What is required
Your answer needs to include each line of the records in which the string "label" can be found.

[Stored data entries]
++++++++++++++++++++

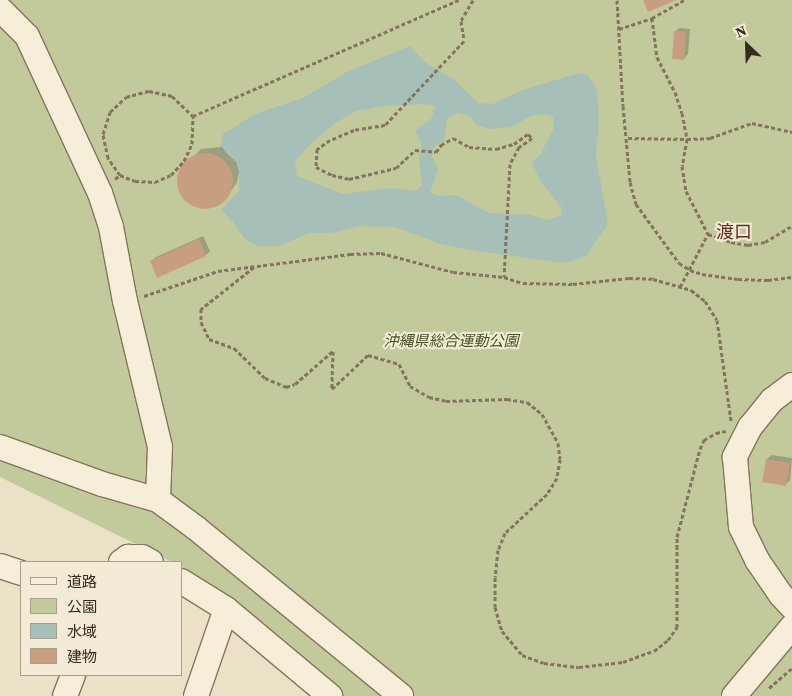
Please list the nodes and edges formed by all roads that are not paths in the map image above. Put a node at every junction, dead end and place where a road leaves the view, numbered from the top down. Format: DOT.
graph roads {
  1 [pos="0,9"];
  2 [pos="792,385"];
  3 [pos="0,446"];
  4 [pos="158,500"];
  5 [pos="122,561"];
  6 [pos="149,561"];
  7 [pos="0,566"];
  8 [pos="20,573"];
  9 [pos="182,582"];
  10 [pos="792,607"];
  11 [pos="226,609"];
  12 [pos="792,627"];
  13 [pos="73,676"];
  14 [pos="323,694"];
  15 [pos="65,696"];
  16 [pos="196,696"];
  17 [pos="401,696"];
  18 [pos="734,696"];
  1 -- 4 [label="street"];
  2 -- 10 [label="street"];
  3 -- 4 [label="street"];
  4 -- 17 [label="street"];
  5 -- 6 [label="street"];
  7 -- 8 [label="street"];
  9 -- 11 [label="street"];
  11 -- 14 [label="street"];
  11 -- 16 [label="street"];
  12 -- 18 [label="street"];
  13 -- 15 [label="street"];
}
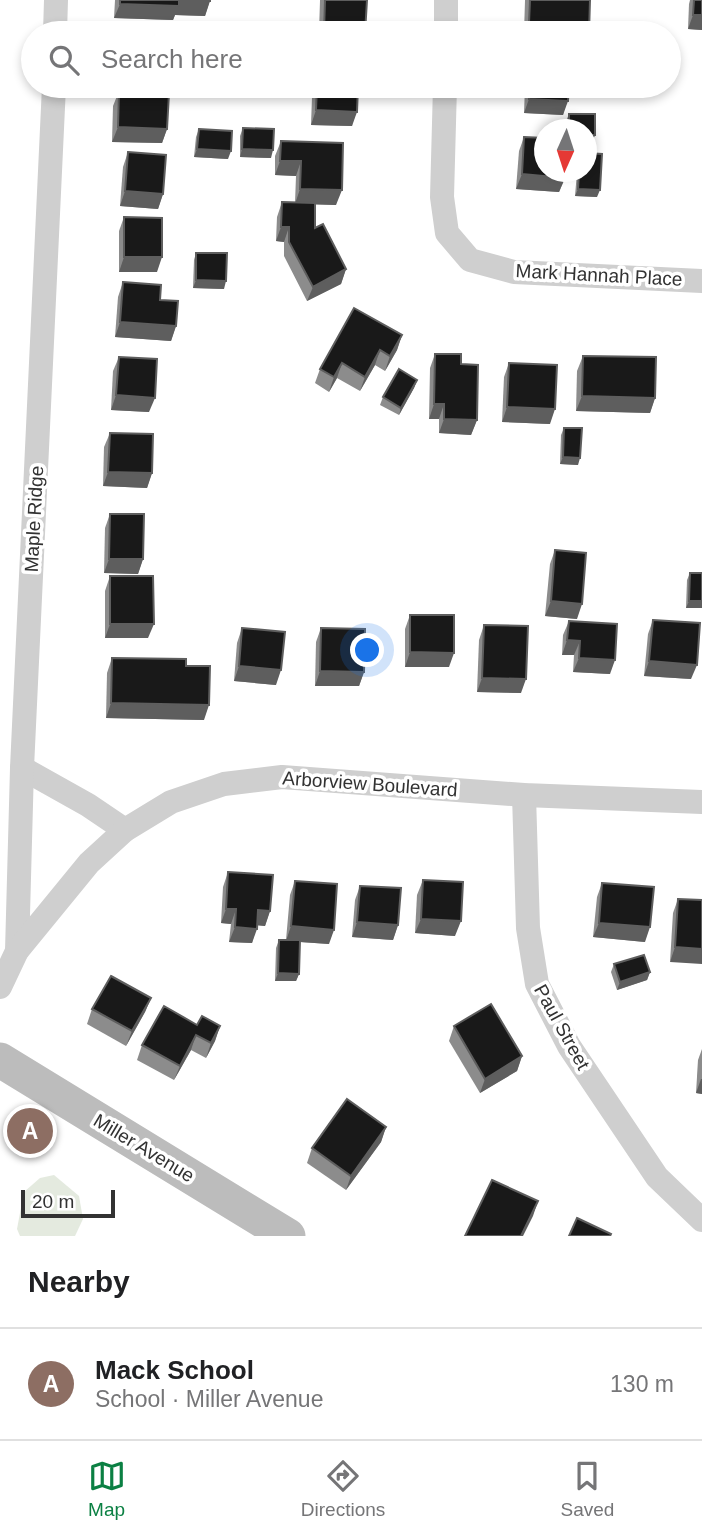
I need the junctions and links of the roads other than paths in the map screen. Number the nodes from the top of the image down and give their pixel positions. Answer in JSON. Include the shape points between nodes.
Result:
{"nodes":[{"id":1,"x":56,"y":0,"type":"edge"},
{"id":2,"x":446,"y":0,"type":"edge"},
{"id":3,"x":55,"y":21,"type":"edge"},
{"id":4,"x":446,"y":21,"type":"edge"},
{"id":5,"x":53,"y":98,"type":"edge"},
{"id":6,"x":445,"y":98,"type":"edge"},
{"id":7,"x":702,"y":281,"type":"edge"},
{"id":8,"x":22,"y":768,"type":"junction"},
{"id":9,"x":524,"y":795,"type":"junction"},
{"id":10,"x":702,"y":802,"type":"edge"},
{"id":11,"x":125,"y":830,"type":"junction"},
{"id":12,"x":17,"y":951,"type":"junction"},
{"id":13,"x":0,"y":987,"type":"edge"},
{"id":14,"x":0,"y":1060,"type":"edge"},
{"id":15,"x":702,"y":1220,"type":"edge"},
{"id":16,"x":271,"y":1232,"type":"edge"}],
"edges":[{"from":1,"to":3,"type":"street"},
{"from":2,"to":4,"type":"street"},
{"from":5,"to":8,"type":"street","name":"Maple Ridge"},
{"from":6,"to":7,"type":"street","name":"Mark Hannah Place","via":[[442,197],[446,233],[470,260],[514,272]]},
{"from":8,"to":11,"type":"street"},
{"from":8,"to":12,"type":"street","name":"Maple Ridge"},
{"from":9,"to":10,"type":"street","name":"Arborview Boulevard"},
{"from":9,"to":11,"type":"street","name":"Arborview Boulevard","via":[[282,777],[224,784],[171,802]]},
{"from":9,"to":15,"type":"street","name":"Paul Street","via":[[527,928],[537,984],[569,1045],[657,1178]]},
{"from":11,"to":12,"type":"street","name":"Arborview Boulevard","via":[[89,863]]},
{"from":12,"to":13,"type":"street","name":"Arborview Boulevard"},
{"from":14,"to":16,"type":"main road","name":"Miller Avenue"}]}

++++++++++++++++++++

Task response
  1 -- 4 [label="street"];
  2 -- 10 [label="street"];
  3 -- 4 [label="street"];
  4 -- 17 [label="street"];
  5 -- 6 [label="street"];
  7 -- 8 [label="street"];
  9 -- 11 [label="street"];
  11 -- 14 [label="street"];
  11 -- 16 [label="street"];
  12 -- 18 [label="street"];
  13 -- 15 [label="street"];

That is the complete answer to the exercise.